Biaya ujian sepenuhnya ditanggung oleh peserta didik. Persentase kelulusan sangat tinggi bahkan dapat dikatakan semua peserta didik lulus (100%), namun mutu lulusan tidak dapat diperbandingkan.

4. Ebtanas dan Ebta (1980 - 2002)

Istilah ujian nasional kembali menjadi Evaluasi Belajar Tahap Akhir Nasional atau Ebtanas (untuk mata pelajaran pokok) dan Ebta (untuk mata pelajaran non-Ebtanas).

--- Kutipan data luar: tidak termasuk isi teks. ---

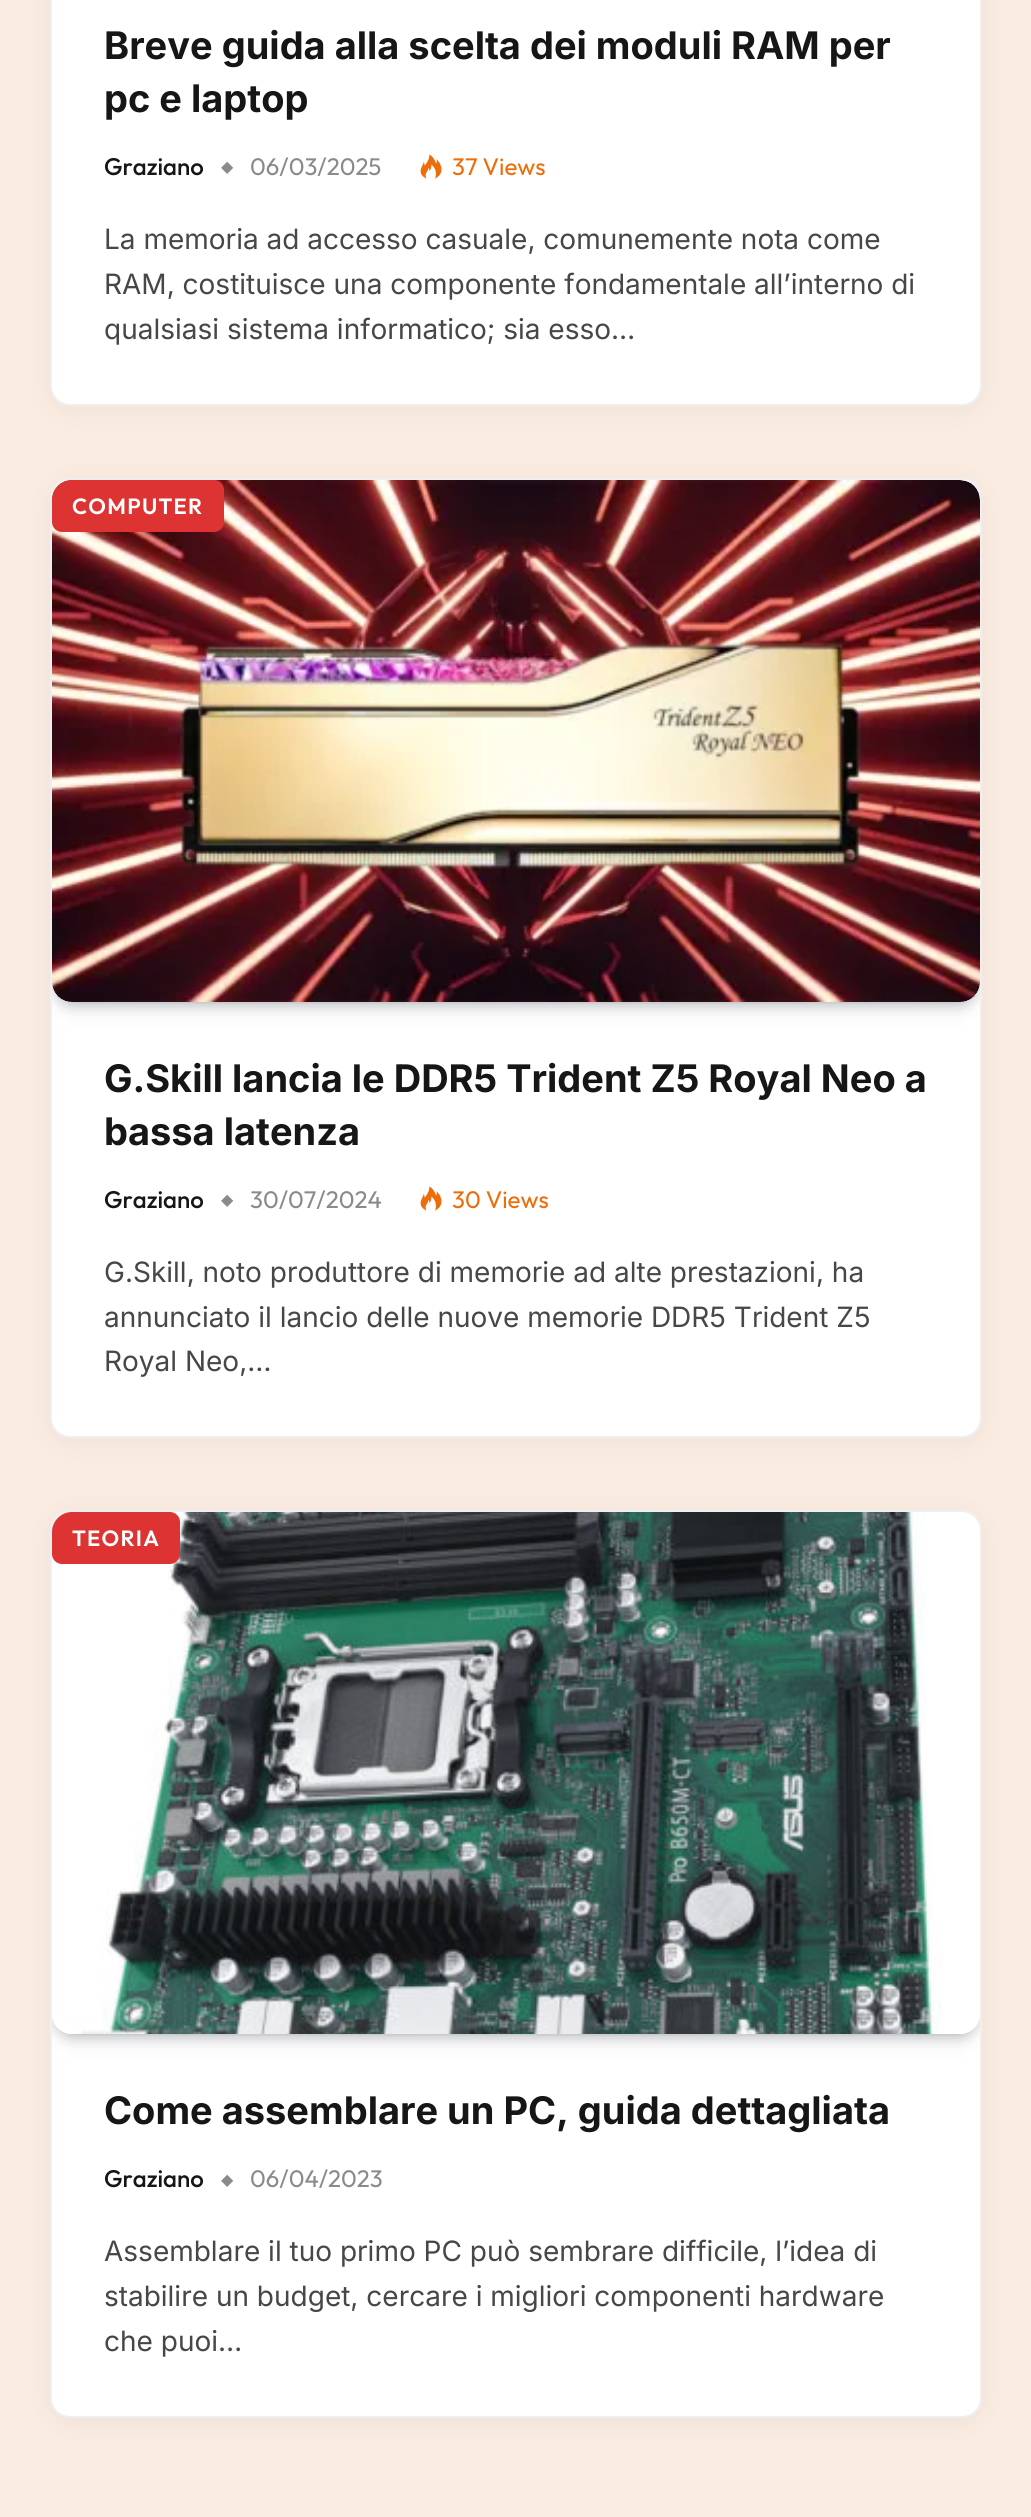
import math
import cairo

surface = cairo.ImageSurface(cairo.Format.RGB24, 1031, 2517)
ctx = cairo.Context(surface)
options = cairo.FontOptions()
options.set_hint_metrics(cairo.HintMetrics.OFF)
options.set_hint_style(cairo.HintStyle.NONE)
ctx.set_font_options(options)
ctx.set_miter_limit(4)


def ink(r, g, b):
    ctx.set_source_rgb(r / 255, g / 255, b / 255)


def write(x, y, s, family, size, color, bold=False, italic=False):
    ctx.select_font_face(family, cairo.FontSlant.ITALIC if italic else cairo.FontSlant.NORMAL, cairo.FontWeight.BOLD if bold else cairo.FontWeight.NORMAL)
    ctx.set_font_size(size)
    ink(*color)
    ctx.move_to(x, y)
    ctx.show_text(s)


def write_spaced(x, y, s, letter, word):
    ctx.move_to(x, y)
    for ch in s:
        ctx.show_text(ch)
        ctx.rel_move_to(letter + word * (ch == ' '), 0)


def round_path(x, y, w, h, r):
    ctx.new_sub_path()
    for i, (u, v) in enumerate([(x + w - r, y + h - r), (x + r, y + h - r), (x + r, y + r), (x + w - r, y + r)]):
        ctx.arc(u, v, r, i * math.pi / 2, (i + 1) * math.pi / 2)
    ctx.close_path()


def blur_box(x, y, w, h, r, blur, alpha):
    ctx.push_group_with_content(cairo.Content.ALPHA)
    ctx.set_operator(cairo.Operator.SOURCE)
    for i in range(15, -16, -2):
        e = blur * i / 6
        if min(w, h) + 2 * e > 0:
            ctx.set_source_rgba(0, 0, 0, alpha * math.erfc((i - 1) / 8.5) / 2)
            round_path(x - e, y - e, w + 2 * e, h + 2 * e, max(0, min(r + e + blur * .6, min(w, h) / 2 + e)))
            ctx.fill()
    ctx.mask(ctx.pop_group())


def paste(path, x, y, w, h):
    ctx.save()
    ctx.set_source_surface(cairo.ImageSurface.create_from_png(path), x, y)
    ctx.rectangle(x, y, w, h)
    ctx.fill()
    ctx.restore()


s1 = dict(family="Inter", size=38, color=(22, 22, 22), bold=True)
s2 = dict(family="Outfit Medium", size=24, color=(22, 22, 22))
s3 = dict(family="DejaVu Sans", size=16, color=(138, 138, 138))
s4 = dict(family="Outfit", size=24, color=(138, 138, 138))
s5 = dict(family="Outfit", size=24, color=(237, 109, 8))
s6 = dict(family="Inter", size=28, color=(71, 71, 71))

ink(250, 236, 225)
ctx.paint()
ink(0, 0, 0)
blur_box(52, -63, 928, 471, 18, 15, 0.06)
ink(255, 255, 255)
round_path(51, -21, 930, 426, 19)
ctx.fill_preserve()
ink(239, 239, 239)
ctx.stroke()
write(104, 59, "Breve guida alla scelta dei moduli RAM per", **s1)
write(104, 112, "pc e laptop", **s1)
write(104, 175, "Graziano", **s2)
write(221, 172, "◆", **s3)
write(250, 175, "06/03/2025", **s4)
paste("pic1.png", 420, 154, 22, 25)
write(452, 175, "37 Views", **s5)
write(104, 249, "La memoria ad accesso casuale, comunemente nota come", **s6)
write(104, 294, "RAM, costituisce una componente fondamentale all’interno di", **s6)
write(104, 339, "qualsiasi sistema informatico; sia esso…", **s6)
ink(0, 0, 0)
blur_box(52, 484, 928, 956, 18, 15, 0.06)
ink(255, 255, 255)
round_path(51, 479, 930, 958, 19)
ctx.fill_preserve()
ink(239, 239, 239)
ctx.stroke()
ctx.save()
round_path(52, 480, 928, 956, 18)
ctx.clip()
ink(7, 10, 25)
blur_box(64, 504, 904, 498, 8, 12, 0.2)
blur_box(54, 486, 924, 518, 18, 6, 0.2)
ctx.restore()
paste("pic2.png", 52, 480, 928, 522)
ink(221, 51, 51)
ctx.new_path()
ctx.move_to(72, 480)
ctx.line_to(214, 480)
ctx.curve_to(219.5, 480, 224, 484.5, 224, 490)
ctx.line_to(224, 522)
ctx.curve_to(224, 527.5, 219.5, 532, 214, 532)
ctx.line_to(62, 532)
ctx.curve_to(56.5, 532, 52, 527.5, 52, 522)
ctx.line_to(52, 500)
ctx.curve_to(52, 489, 61, 480, 72, 480)
ctx.close_path()
ctx.fill()
ctx.select_font_face("Outfit SemiBold")
ctx.set_font_size(22)
ink(255, 255, 255)
write_spaced(72, 514, "COMPUTER", 1.25, 0)
write(104, 1092, "G.Skill lancia le DDR5 Trident Z5 Royal Neo a", **s1)
write(104, 1145, "bassa latenza", **s1)
write(104, 1208, "Graziano", **s2)
write(221, 1205, "◆", **s3)
write(250, 1208, "30/07/2024", **s4)
paste("pic1.png", 420, 1186, 22, 25)
write(452, 1208, "30 Views", **s5)
write(104, 1282, "G.Skill, noto produttore di memorie ad alte prestazioni, ha", **s6)
write(104, 1327, "annunciato il lancio delle nuove memorie DDR5 Trident Z5", **s6)
write(104, 1371, "Royal Neo,…", **s6)
ink(0, 0, 0)
blur_box(52, 1516, 928, 904, 18, 15, 0.06)
ink(255, 255, 255)
round_path(51, 1511, 930, 906, 19)
ctx.fill_preserve()
ink(239, 239, 239)
ctx.stroke()
ctx.save()
round_path(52, 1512, 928, 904, 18)
ctx.clip()
ctx.set_fill_rule(cairo.FillRule.EVEN_ODD)
ctx.new_path()
ctx.move_to(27, 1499)
ctx.line_to(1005, 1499)
ctx.line_to(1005, 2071)
ctx.line_to(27, 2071)
ctx.close_path()
ctx.move_to(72, 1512)
ctx.line_to(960, 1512)
ctx.curve_to(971, 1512, 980, 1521, 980, 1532)
ctx.line_to(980, 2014)
ctx.curve_to(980, 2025, 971, 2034, 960, 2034)
ctx.line_to(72, 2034)
ctx.curve_to(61, 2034, 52, 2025, 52, 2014)
ctx.line_to(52, 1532)
ctx.curve_to(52, 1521, 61, 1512, 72, 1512)
ctx.close_path()
ctx.clip()
ink(7, 10, 25)
blur_box(64, 1536, 904, 498, 8, 12, 0.2)
ctx.restore()
ctx.save()
round_path(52, 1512, 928, 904, 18)
ctx.clip()
ctx.set_fill_rule(cairo.FillRule.EVEN_ODD)
ctx.new_path()
ctx.move_to(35, 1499)
ctx.line_to(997, 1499)
ctx.line_to(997, 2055)
ctx.line_to(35, 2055)
ctx.close_path()
ctx.move_to(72, 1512)
ctx.line_to(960, 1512)
ctx.curve_to(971, 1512, 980, 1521, 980, 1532)
ctx.line_to(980, 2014)
ctx.curve_to(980, 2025, 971, 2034, 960, 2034)
ctx.line_to(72, 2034)
ctx.curve_to(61, 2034, 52, 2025, 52, 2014)
ctx.line_to(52, 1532)
ctx.curve_to(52, 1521, 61, 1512, 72, 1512)
ctx.close_path()
ctx.clip()
ink(7, 10, 25)
blur_box(54, 1518, 924, 518, 18, 6, 0.2)
ctx.restore()
paste("pic3.png", 53, 1512, 922, 522)
ink(221, 51, 51)
ctx.new_path()
ctx.move_to(72, 1512)
ctx.line_to(170, 1512)
ctx.curve_to(175.5, 1512, 180, 1516.5, 180, 1522)
ctx.line_to(180, 1554)
ctx.curve_to(180, 1559.5, 175.5, 1564, 170, 1564)
ctx.line_to(62, 1564)
ctx.curve_to(56.5, 1564, 52, 1559.5, 52, 1554)
ctx.line_to(52, 1532)
ctx.curve_to(52, 1521, 61, 1512, 72, 1512)
ctx.close_path()
ctx.fill()
ctx.select_font_face("Outfit SemiBold")
ctx.set_font_size(22)
ink(255, 255, 255)
write_spaced(72, 1546, "TEORIA", 1.25, 0)
write(104, 2124, "Come assemblare un PC, guida dettagliata", **s1)
write(104, 2187, "Graziano", **s2)
write(221, 2185, "◆", **s3)
write(250, 2187, "06/04/2023", **s4)
write(104, 2261, "Assemblare il tuo primo PC può sembrare difficile, l’idea di", **s6)
write(104, 2306, "stabilire un budget, cercare i migliori componenti hardware", **s6)
write(104, 2351, "che puoi…", **s6)
surface.write_to_png("screenshot.png")
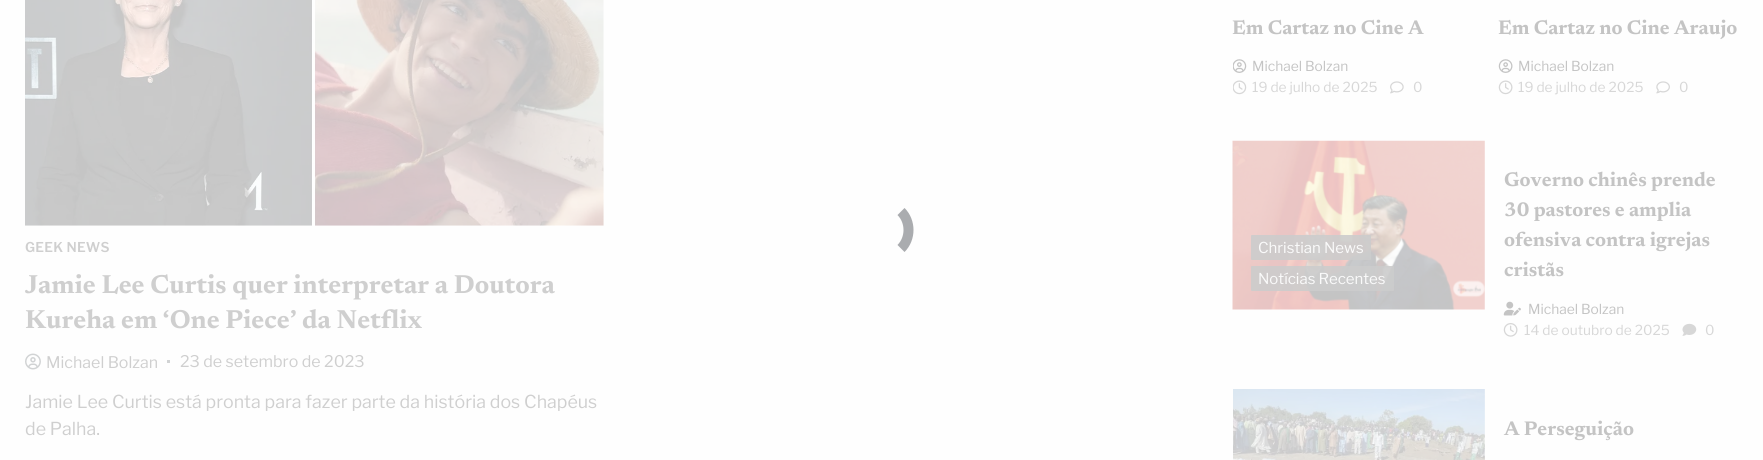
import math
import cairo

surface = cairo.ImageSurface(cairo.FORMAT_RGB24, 1763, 460)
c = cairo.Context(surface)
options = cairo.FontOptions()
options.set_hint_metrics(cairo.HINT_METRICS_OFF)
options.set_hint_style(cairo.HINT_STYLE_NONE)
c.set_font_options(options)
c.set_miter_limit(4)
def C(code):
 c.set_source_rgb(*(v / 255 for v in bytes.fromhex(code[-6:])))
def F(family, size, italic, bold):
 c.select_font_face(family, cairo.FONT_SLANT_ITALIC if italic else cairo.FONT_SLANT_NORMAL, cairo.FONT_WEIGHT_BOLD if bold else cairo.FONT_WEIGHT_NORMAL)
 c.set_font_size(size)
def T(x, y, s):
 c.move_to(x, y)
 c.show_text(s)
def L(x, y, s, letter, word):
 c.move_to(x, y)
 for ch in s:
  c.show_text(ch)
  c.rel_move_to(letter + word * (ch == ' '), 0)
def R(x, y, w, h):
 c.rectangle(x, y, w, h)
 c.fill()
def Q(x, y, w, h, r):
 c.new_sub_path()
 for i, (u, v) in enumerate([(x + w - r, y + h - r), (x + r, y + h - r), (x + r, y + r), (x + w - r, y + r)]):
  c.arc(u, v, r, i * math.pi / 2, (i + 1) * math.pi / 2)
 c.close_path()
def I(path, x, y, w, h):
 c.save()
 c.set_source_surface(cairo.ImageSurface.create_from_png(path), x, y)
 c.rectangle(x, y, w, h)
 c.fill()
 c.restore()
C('fefefe')
c.paint()
I('1.png',25,0,579,226)
F('Libre Franklin SemiBold',13.5,0,0)
C('cfcfcf')
L(25,252,'GEEK NEWS',.25,0)
F('Newsreader',26.3,0,1)
T(25,293,'Jamie Lee Curtis quer interpretar a Doutora')
T(25,328,'Kureha em ‘One Piece’ da Netflix')
I('2.png',25,353,16,17)
F('Libre Franklin Thin',16,0,0)
T(46,368,'Michael Bolzan')
C('d1d3d4')
R(167,360,3,3)
C('cfcfcf')
T(180,367,'23 de setembro de 2023')
F('Libre Franklin Thin',17.8,0,0)
T(25,408,'Jamie Lee Curtis está pronta para fazer parte da história dos Chapéus')
T(25,435,'de Palha.')
F('Newsreader',20,0,1)
C('c4c4c4')
T(1232,34,'Em Cartaz no Cine A')
I('3.png',1233,59,14,14)
F('Libre Franklin Thin',13.75,0,0)
T(1252,71,'Michael Bolzan')
I('4.png',1233,80,14,15)
C('d7d7d7')
T(1252,92,'19 de julho de 2025')
I('5.png',1390,81,14,13)
T(1413,92,'0')
F('Newsreader',20,0,1)
C('c4c4c4')
T(1498,34,'Em Cartaz no Cine Araujo')
I('6.png',1498,59,15,14)
F('Libre Franklin Thin',13.75,0,0)
T(1518,71,'Michael Bolzan')
I('7.png',1498,80,15,15)
C('d7d7d7')
T(1518,92,'19 de julho de 2025')
I('8.png',1656,81,14,13)
T(1679,92,'0')
I('9.png',1232,140,253,170)
c.set_source_rgba(0.8,0.8,0.8,0.9)
Q(1251,235,120,25,1)
c.fill()
F('Libre Franklin Thin',15,0,0)
C('fafafa')
T(1258,253,'Christian News')
c.set_source_rgba(0.8,0.8,0.8,0.9)
Q(1251,266,143,25,1)
c.fill()
C('fafafa')
T(1258,284,'Notícias Recentes')
F('Newsreader',20,0,1)
C('c4c4c4')
T(1504,186,'Governo chinês prende')
T(1504,216,'30 pastores e amplia')
T(1504,246,'ofensiva contra igrejas')
T(1504,276,'cristãs')
I('10.png',1503,301,18,15)
F('Libre Franklin Thin',13.75,0,0)
T(1528,314,'Michael Bolzan')
I('11.png',1503,323,15,14)
C('d7d7d7')
T(1524,335,'14 de outubro de 2025')
I('12.png',1682,323,15,13)
T(1705,335,'0')
I('13.png',1233,389,252,71)
F('Newsreader',20,0,1)
C('c4c4c4')
T(1504,435,'A Perseguição')
c.new_path()
c.move_to(901,211.5)
c.curve_to(911,221.5,911,238.5,901,248.5)
c.move_to(901,211.5)
c.curve_to(911,221.5,911,238.5,901,248.5)
c.move_to(901,211.5)
c.curve_to(911,221.5,911,238.5,901,248.5)
C('aaacaf')
c.set_line_width(10)
c.stroke()
surface.write_to_png('o.png')
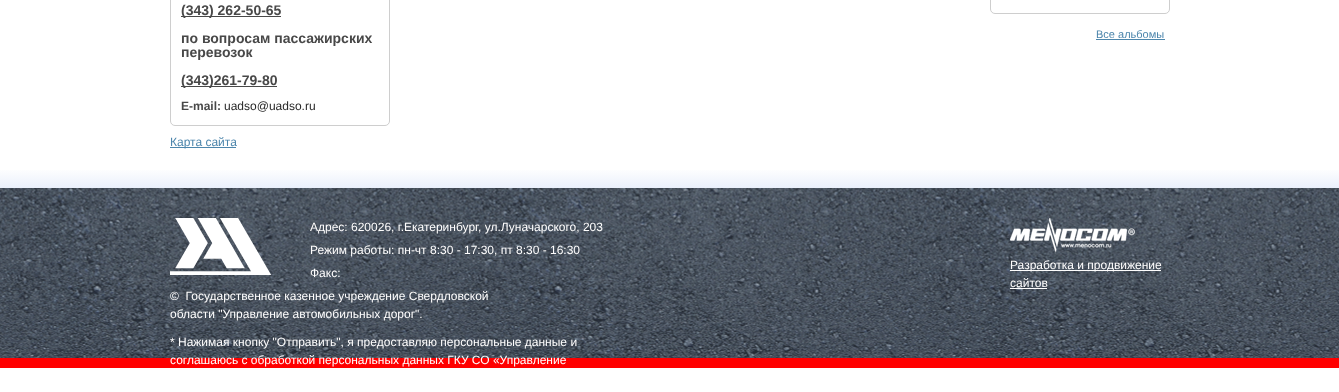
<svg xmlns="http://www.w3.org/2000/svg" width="1339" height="392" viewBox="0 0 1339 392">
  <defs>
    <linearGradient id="g1" gradientUnits="userSpaceOnUse" x1="670" y1="168" x2="670" y2="188"><stop offset="0" stop-color="#ffffff"/><stop offset="1" stop-color="#eaf0fc"/></linearGradient>
  </defs>
  <rect width="100%" height="100%" fill="#ffffff"/>
  <path d="M170.5-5.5H389.5V121C389.5 123.5 387.5 125.5 385 125.5H175C172.5 125.5 170.5 123.5 170.5 121Z" fill="none" stroke="#cecece"/>
  <rect x="181" y="16" width="100" height="1" fill="#484848"/>
  <text x="181" y="15" font-family="Liberation Sans" font-size="14" font-weight="bold" fill="#484848">(343) 262-50-65</text>
  <text x="181" y="43" font-family="Liberation Sans" font-size="14" font-weight="bold" fill="#484848">по вопросам пассажирских</text>
  <text x="181" y="57" font-family="Liberation Sans" font-size="14" font-weight="bold" fill="#484848">перевозок</text>
  <rect x="181" y="86" width="96" height="1" fill="#484848"/>
  <text x="181" y="85" font-family="Liberation Sans" font-size="14" font-weight="bold" fill="#484848">(343)261-79-80</text>
  <text x="181" y="110" font-family="Liberation Sans" font-size="12" font-weight="bold" fill="#484848">E-mail:</text>
  <text x="224" y="110" font-family="Liberation Sans" font-size="12" fill="#292929">uadso@uadso.ru</text>
  <rect x="170" y="147" width="66" height="1" fill="#4d86ac"/>
  <text x="170" y="146" font-family="Liberation Sans" font-size="12" fill="#4d86ac">Карта сайта</text>
  <path d="M990.5-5.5H1169.5V9C1169.5 11.5 1167.5 13.5 1165 13.5H995C992.5 13.5 990.5 11.5 990.5 9Z" fill="none" stroke="#cecece"/>
  <text x="1096" y="38" font-family="Liberation Sans" font-size="11" fill="#4d86ac">Все альбомы</text>
  <rect x="1096" y="39" width="69" height="1" fill="#4d86ac"/>
  <rect x="0" y="170" width="1339" height="18" fill="url(#g1)"/>
  <image x="0" y="188" width="1339" height="170" href="img1.png"/>
  <rect x="0" y="358" width="1339" height="10" fill="#ff0000"/>
  <image x="170" y="218" width="101" height="57" href="img2.png"/>
  <text x="310" y="231" font-family="Liberation Sans" font-size="12" fill="#fffefe">Адрес: 620026, г.Екатеринбург, ул.Луначарского, 203</text>
  <text x="310" y="254" font-family="Liberation Sans" font-size="12" fill="#fffefe">Режим работы: пн-чт 8:30 - 17:30, пт 8:30 - 16:30</text>
  <text x="310" y="277" font-family="Liberation Sans" font-size="12" fill="#fffefe">Факс:</text>
  <text x="170" y="300" font-family="Liberation Sans" font-size="12" fill="#fffefe" xml:space="preserve">©  Государственное казенное учреждение Свердловской</text>
  <text x="170" y="318" font-family="Liberation Sans" font-size="12" fill="#fffefe">области "Управление автомобильных дорог".</text>
  <text x="170" y="346" font-family="Liberation Sans" font-size="12" fill="#fffefe">* Нажимая кнопку "Отправить", я предоставляю персональные данные и</text>
  <text x="170" y="364" font-family="Liberation Sans" font-size="12" fill="#fffefe">соглашаюсь с обработкой персональных данных ГКУ СО «Управление</text>
  <image x="1010" y="218" width="125" height="36" href="img3.png"/>
  <rect x="1010" y="270" width="151" height="1" fill="#fffefe"/>
  <text x="1010" y="269" font-family="Liberation Sans" font-size="12" fill="#fffefe">Разработка и продвижение</text>
  <text x="1010" y="287" font-family="Liberation Sans" font-size="12" fill="#fffefe">сайтов</text>
  <rect x="1010" y="288" width="37" height="1" fill="#fffefe"/>
</svg>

Tujuan dari Ebtanas dan Ebta adalah untuk memperoleh Surat Tanda Tamat Belajar (STTB). Pada awal diberlakukannya mata pelajaran yang diujikan dalam Ebtanas adalah Pendidikan Moral Pancasila (PMP), kemudian pada tahun berikutnya ditambah dengan beberapa mata pelajaran lainnya.

Sejumlah mata pelajaran pokok diujikan melalui Ebtanas, sedangkan mata pelajaran lainnya diujikan melalui Ebta.

Bahan Ebtanas yang berupa kumpulan soal disiapkan oleh pusat (Dit. Pendidikan Dasar dan Menengah).

Panitia daerah merakit paket tes dan menggandakannya. Sedangkan bahan ujian Ebta disiapkan oleh masing-masing sekolah/daerah/wilayah.

Tanggung jawab penyelenggaraan Ebtanas dan Ebta adalah sekolah, pemerintah daerah, dan pemerintah pusat.

Pelaksanaan ujian dilaksanakan satu kali dalam satu tahun pelajaran yaitu pada akhir tahun pelajaran.

Pemerintah pusat menerbitkan petunjuk teknis penyelenggaraan EBTANAS dan EBTA. Pemeriksaan hasil ujian dilakukan di tingkat sekolah, namun penentuan tamat belajar dilakukan oleh sekolah dengan menggunakan kriteria yang ditetapkan oleh pusat.

5. Ujian Akhir Nasional (2003-2004)

Pergantian istilah kembali terjadi Ebtanas diganti menjadi Ujian Akhir Nasional (UAN).

Tujuan UAN adalah untuk (a) menentukan kelulusan, (b) pemetaan mutu pendidikan secara nasional, (c) seleksi ke jenjang pendidikan yang lebih tinggi.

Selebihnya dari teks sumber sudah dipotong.